> _Problem to work on_
An exact copy of the lines from the one containing "ring mcp: (793, 355)" to the end of the records below is required, and nothing else.

START Records shown

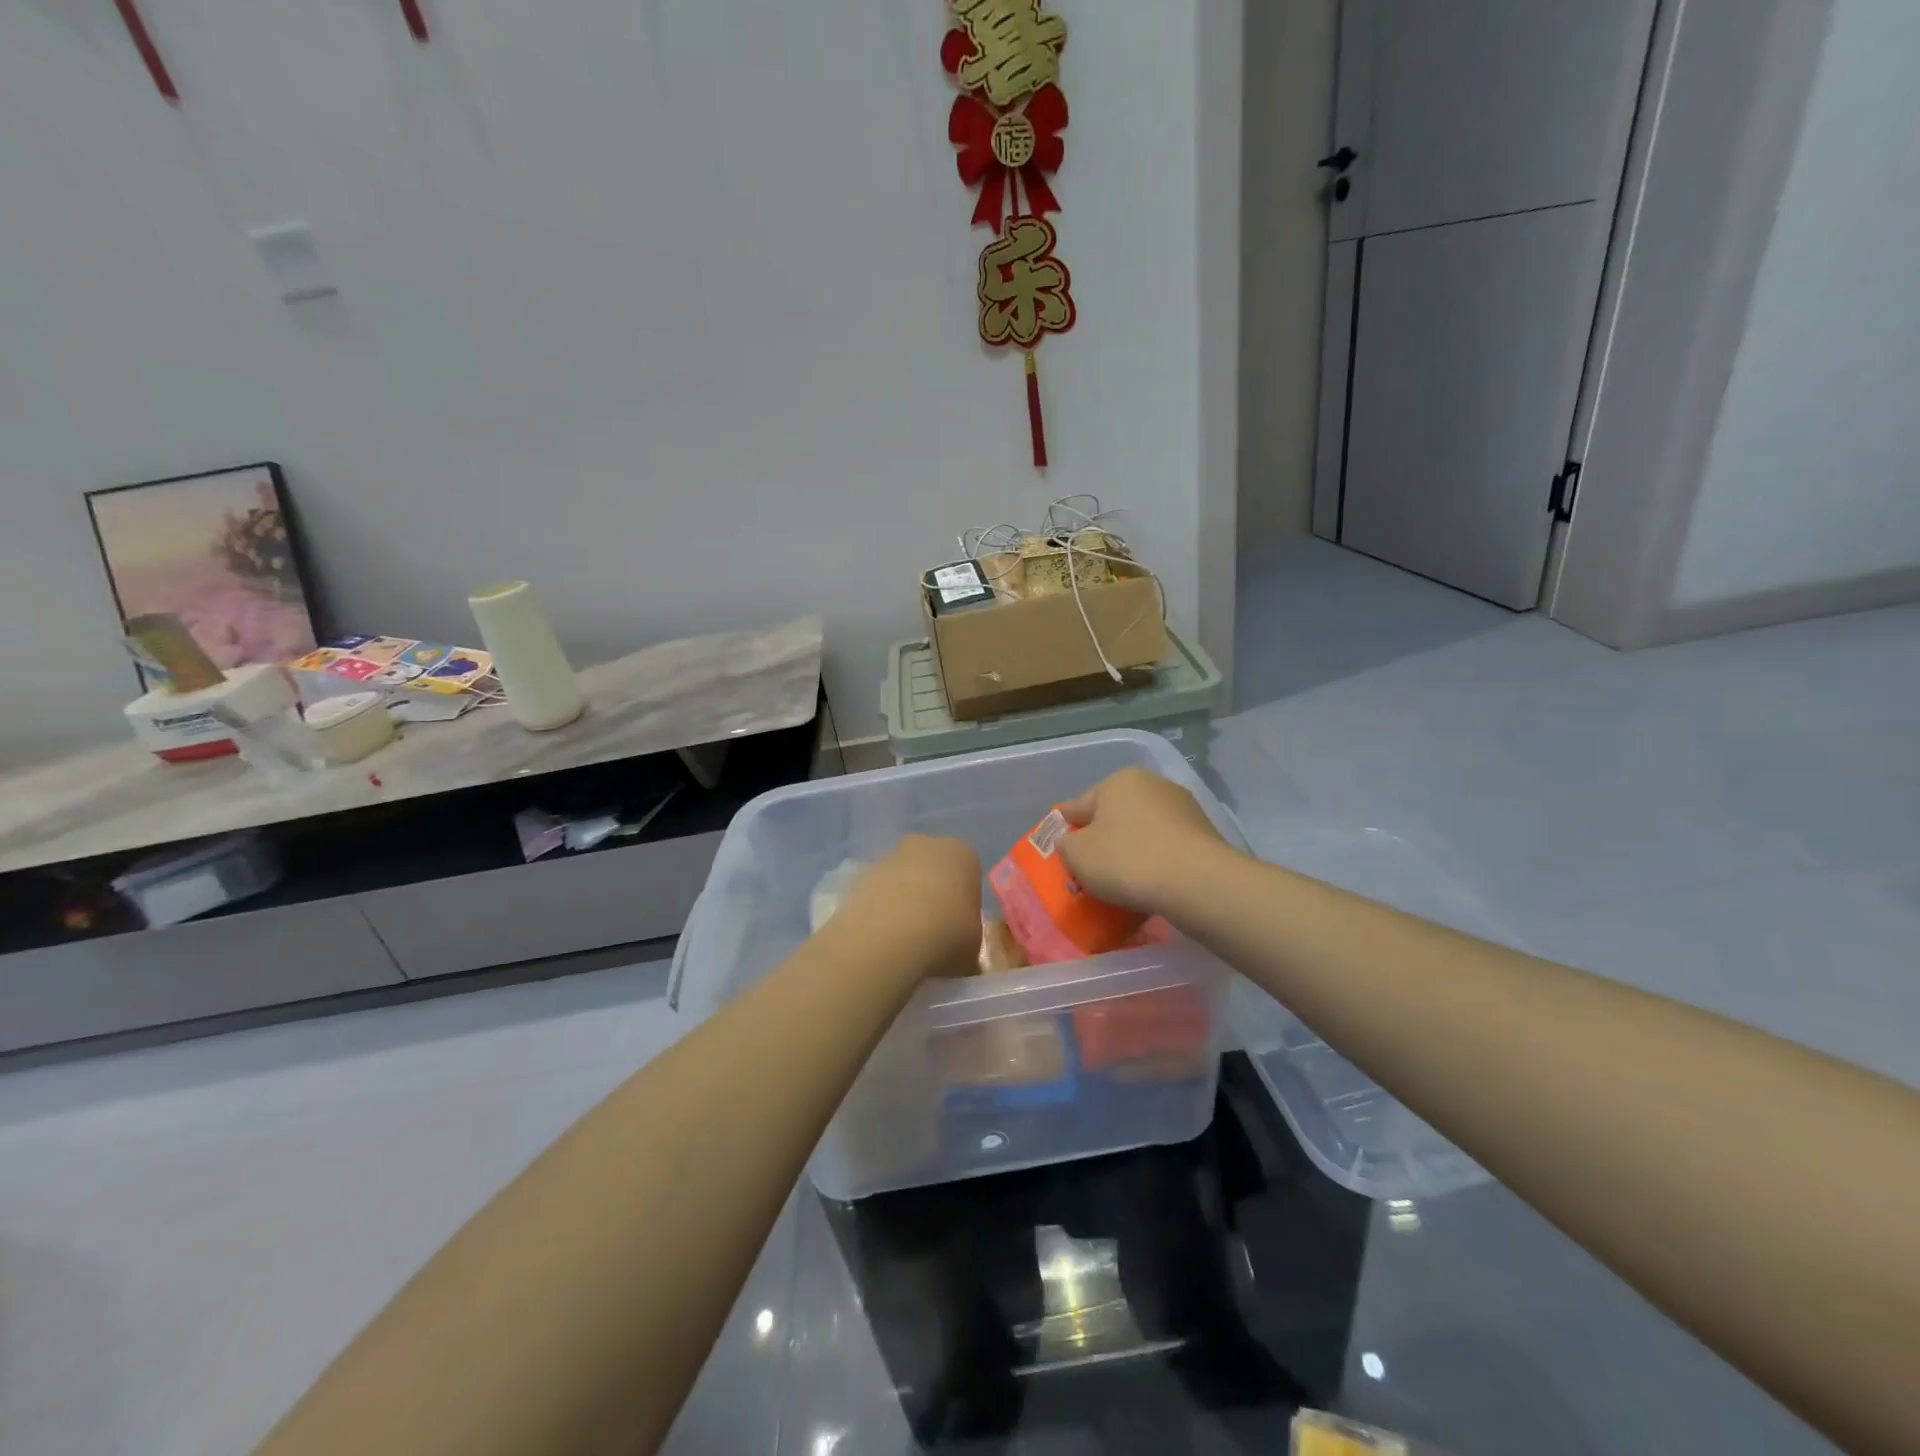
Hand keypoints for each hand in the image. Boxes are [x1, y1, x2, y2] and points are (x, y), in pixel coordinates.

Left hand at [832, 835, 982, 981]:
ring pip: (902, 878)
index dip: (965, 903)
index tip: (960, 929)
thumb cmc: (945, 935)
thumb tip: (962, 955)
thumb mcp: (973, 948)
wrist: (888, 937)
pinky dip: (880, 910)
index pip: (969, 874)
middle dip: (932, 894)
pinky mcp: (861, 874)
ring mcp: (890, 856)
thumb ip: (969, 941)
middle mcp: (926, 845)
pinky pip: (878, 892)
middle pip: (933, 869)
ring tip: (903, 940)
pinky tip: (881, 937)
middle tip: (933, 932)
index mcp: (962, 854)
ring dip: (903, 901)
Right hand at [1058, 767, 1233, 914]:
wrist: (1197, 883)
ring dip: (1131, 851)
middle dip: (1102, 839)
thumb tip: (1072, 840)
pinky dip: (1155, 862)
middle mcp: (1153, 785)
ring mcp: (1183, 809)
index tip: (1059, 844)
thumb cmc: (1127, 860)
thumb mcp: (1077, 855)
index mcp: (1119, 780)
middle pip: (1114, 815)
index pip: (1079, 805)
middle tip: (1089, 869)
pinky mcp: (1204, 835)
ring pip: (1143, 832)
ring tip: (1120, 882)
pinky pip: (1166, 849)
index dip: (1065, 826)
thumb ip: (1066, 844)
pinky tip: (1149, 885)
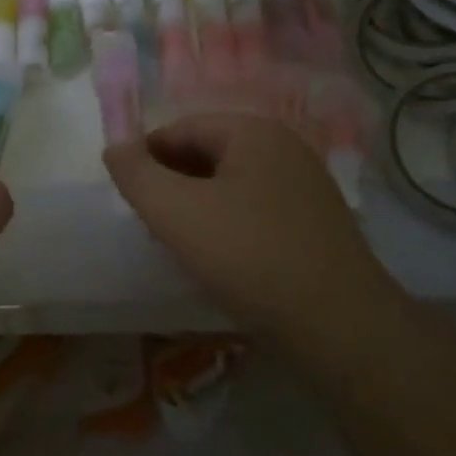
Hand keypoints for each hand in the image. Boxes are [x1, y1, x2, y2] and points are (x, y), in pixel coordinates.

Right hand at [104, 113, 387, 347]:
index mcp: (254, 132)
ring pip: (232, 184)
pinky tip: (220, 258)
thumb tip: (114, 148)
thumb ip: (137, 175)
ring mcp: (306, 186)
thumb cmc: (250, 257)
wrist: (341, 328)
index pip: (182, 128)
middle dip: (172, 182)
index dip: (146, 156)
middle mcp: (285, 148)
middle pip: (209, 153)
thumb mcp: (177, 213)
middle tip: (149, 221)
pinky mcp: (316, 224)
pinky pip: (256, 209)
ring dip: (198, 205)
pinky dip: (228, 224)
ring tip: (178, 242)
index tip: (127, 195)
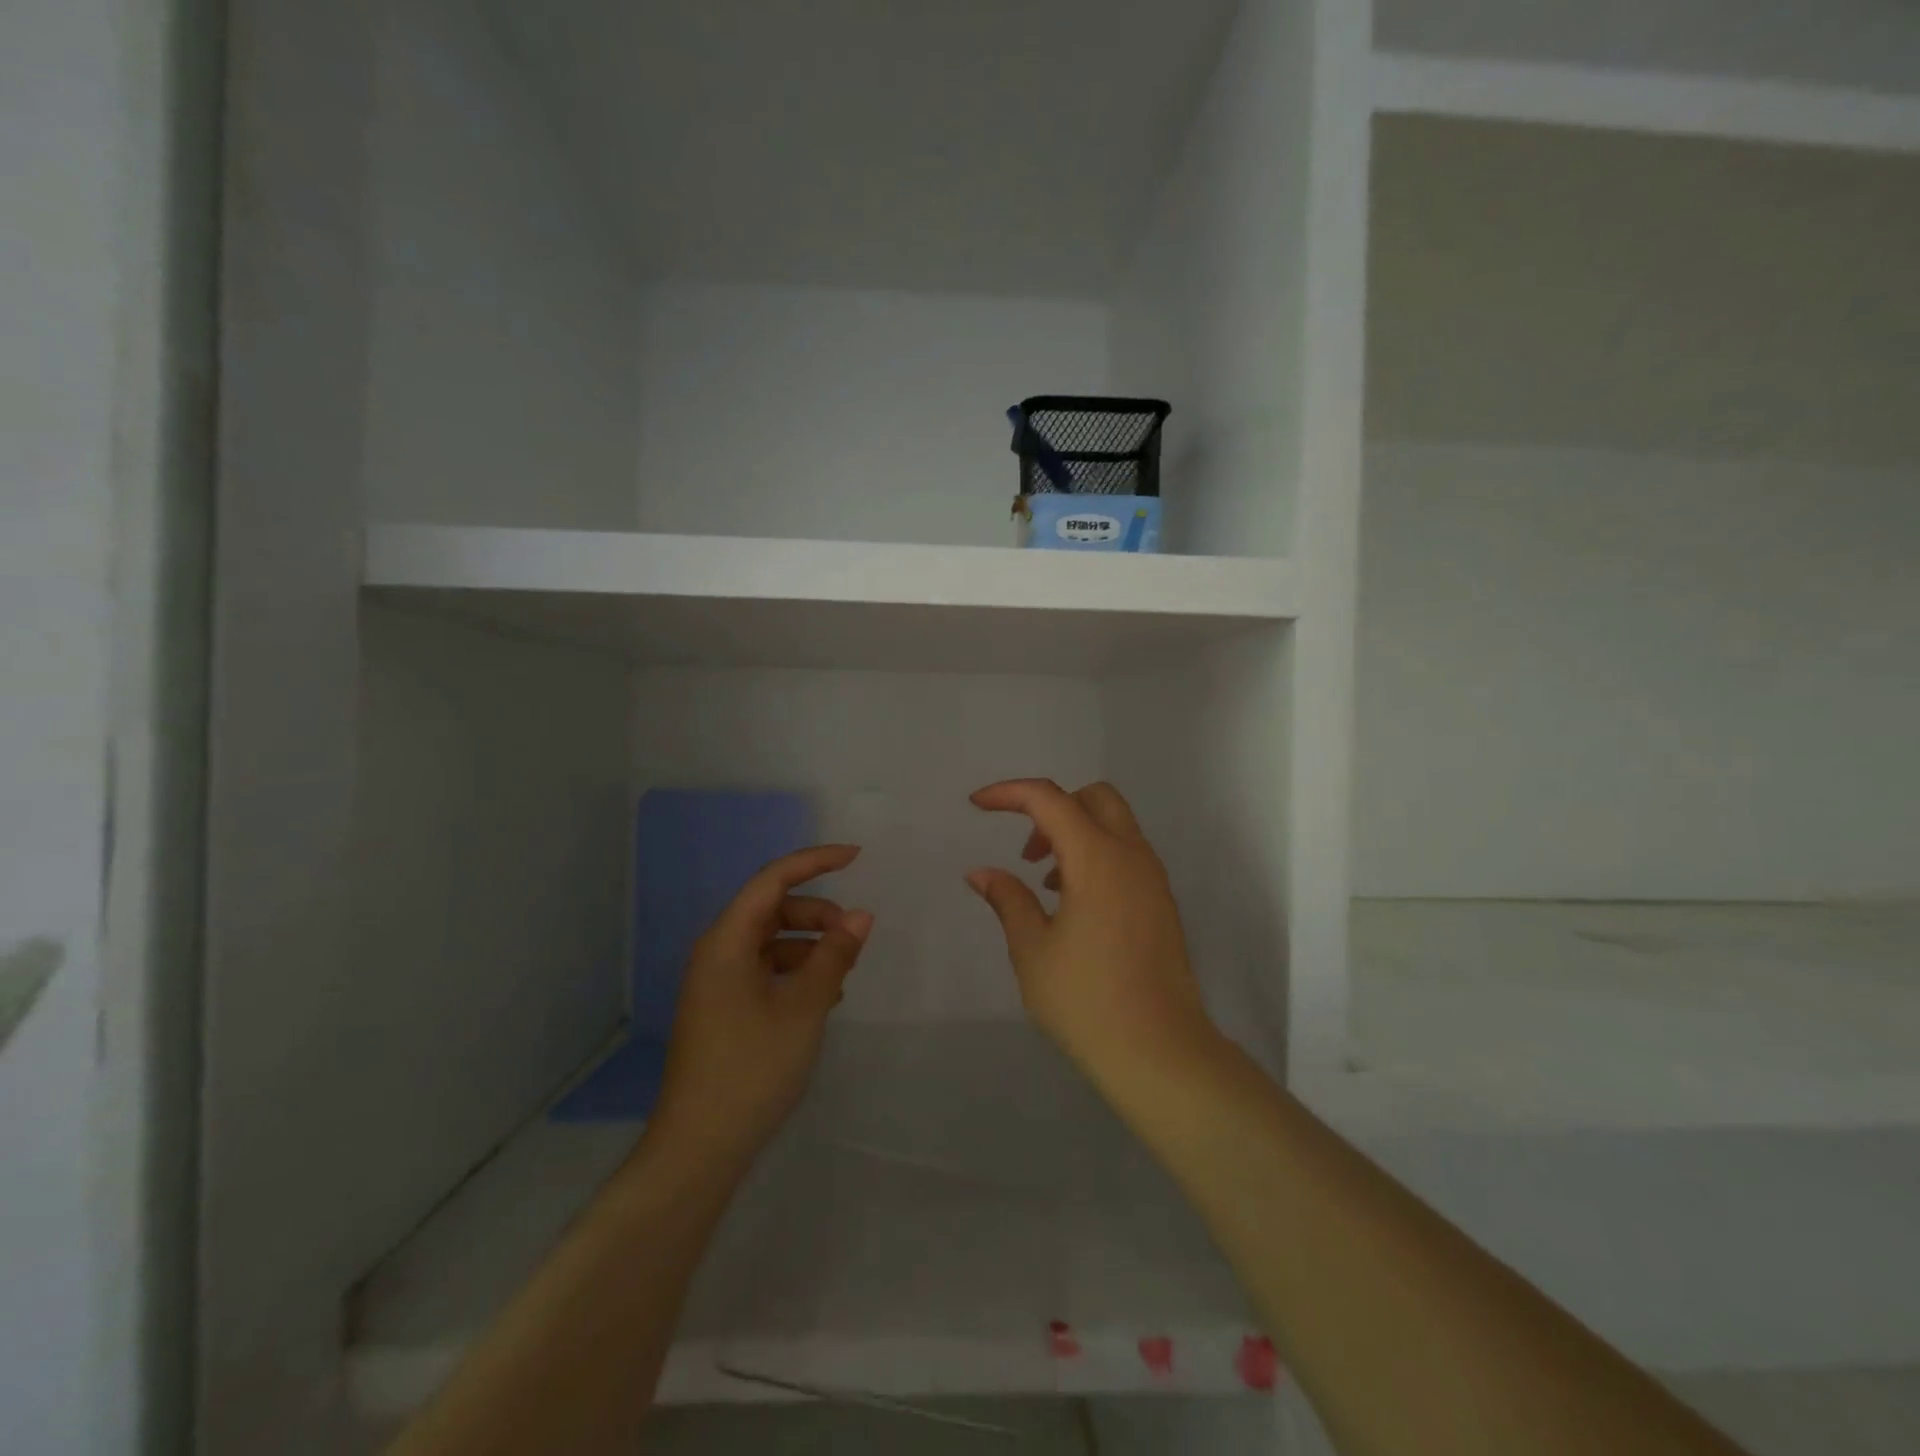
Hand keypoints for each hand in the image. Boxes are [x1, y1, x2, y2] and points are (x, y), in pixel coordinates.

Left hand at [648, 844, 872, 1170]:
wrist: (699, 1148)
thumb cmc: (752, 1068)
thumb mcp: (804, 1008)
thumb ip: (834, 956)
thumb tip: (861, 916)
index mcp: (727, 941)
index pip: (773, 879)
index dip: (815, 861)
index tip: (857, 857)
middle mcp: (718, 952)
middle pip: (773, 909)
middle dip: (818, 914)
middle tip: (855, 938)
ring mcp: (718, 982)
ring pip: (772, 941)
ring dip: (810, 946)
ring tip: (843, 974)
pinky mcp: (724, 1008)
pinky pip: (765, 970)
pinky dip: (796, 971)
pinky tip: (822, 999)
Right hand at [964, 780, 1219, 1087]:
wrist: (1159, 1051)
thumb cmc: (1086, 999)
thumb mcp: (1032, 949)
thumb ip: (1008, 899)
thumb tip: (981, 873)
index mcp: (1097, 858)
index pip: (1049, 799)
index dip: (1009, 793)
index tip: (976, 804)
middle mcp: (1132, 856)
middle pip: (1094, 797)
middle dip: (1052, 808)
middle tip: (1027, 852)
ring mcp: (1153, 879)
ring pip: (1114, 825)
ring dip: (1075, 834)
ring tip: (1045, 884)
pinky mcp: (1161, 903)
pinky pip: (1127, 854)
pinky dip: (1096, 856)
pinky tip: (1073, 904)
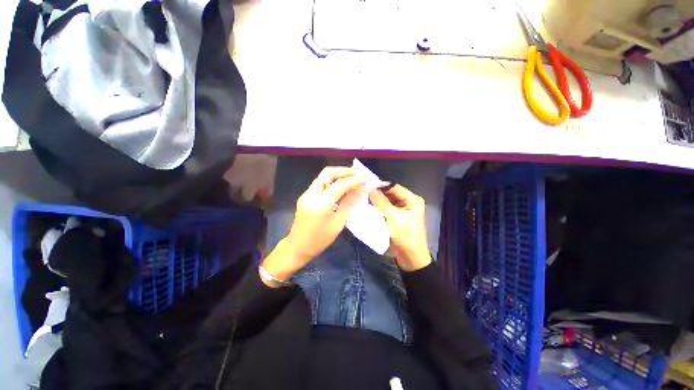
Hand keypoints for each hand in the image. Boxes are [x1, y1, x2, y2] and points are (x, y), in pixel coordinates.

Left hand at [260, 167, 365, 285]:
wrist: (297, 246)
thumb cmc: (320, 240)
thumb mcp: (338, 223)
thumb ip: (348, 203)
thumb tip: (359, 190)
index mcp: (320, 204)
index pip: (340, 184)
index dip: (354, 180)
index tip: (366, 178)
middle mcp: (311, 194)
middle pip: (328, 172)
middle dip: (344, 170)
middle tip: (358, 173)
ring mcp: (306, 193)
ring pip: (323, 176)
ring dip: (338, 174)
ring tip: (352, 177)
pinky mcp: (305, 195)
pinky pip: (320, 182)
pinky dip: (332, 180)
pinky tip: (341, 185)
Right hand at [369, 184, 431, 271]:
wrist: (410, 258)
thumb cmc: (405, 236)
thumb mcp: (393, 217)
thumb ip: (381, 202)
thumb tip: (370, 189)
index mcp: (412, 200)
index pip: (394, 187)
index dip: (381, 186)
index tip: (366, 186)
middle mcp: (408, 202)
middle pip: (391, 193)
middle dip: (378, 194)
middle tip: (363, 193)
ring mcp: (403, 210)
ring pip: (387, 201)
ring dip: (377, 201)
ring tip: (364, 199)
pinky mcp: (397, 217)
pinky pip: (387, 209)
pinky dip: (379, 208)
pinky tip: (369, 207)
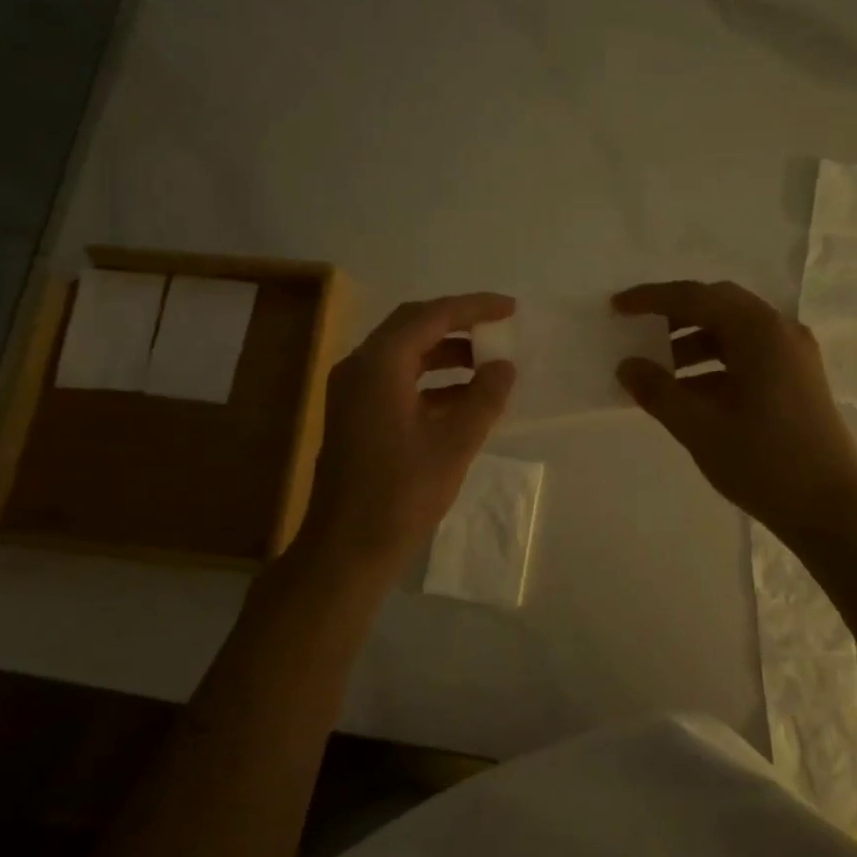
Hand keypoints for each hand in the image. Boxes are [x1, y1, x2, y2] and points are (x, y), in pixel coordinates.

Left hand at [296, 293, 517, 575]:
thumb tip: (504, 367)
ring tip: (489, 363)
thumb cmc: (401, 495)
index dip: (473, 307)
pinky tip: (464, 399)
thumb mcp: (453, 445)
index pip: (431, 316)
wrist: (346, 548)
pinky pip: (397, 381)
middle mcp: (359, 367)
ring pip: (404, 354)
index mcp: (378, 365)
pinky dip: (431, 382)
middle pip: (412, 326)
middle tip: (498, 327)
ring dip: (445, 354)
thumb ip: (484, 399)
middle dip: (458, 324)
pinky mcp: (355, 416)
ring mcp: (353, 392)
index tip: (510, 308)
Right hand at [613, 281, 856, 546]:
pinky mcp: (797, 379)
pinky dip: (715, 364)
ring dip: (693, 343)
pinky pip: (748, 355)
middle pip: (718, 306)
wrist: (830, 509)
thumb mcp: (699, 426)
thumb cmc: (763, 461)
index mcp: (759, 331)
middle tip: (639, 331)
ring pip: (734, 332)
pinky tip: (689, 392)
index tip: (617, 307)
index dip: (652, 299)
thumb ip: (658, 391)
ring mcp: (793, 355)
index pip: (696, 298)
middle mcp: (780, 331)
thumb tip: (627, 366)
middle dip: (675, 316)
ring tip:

END Records shown

> _Task solution_
ring mcp: (793, 355)
index pip: (696, 298)
middle mcp: (780, 331)
thumb tip: (627, 366)
middle dip: (675, 316)
ring tip:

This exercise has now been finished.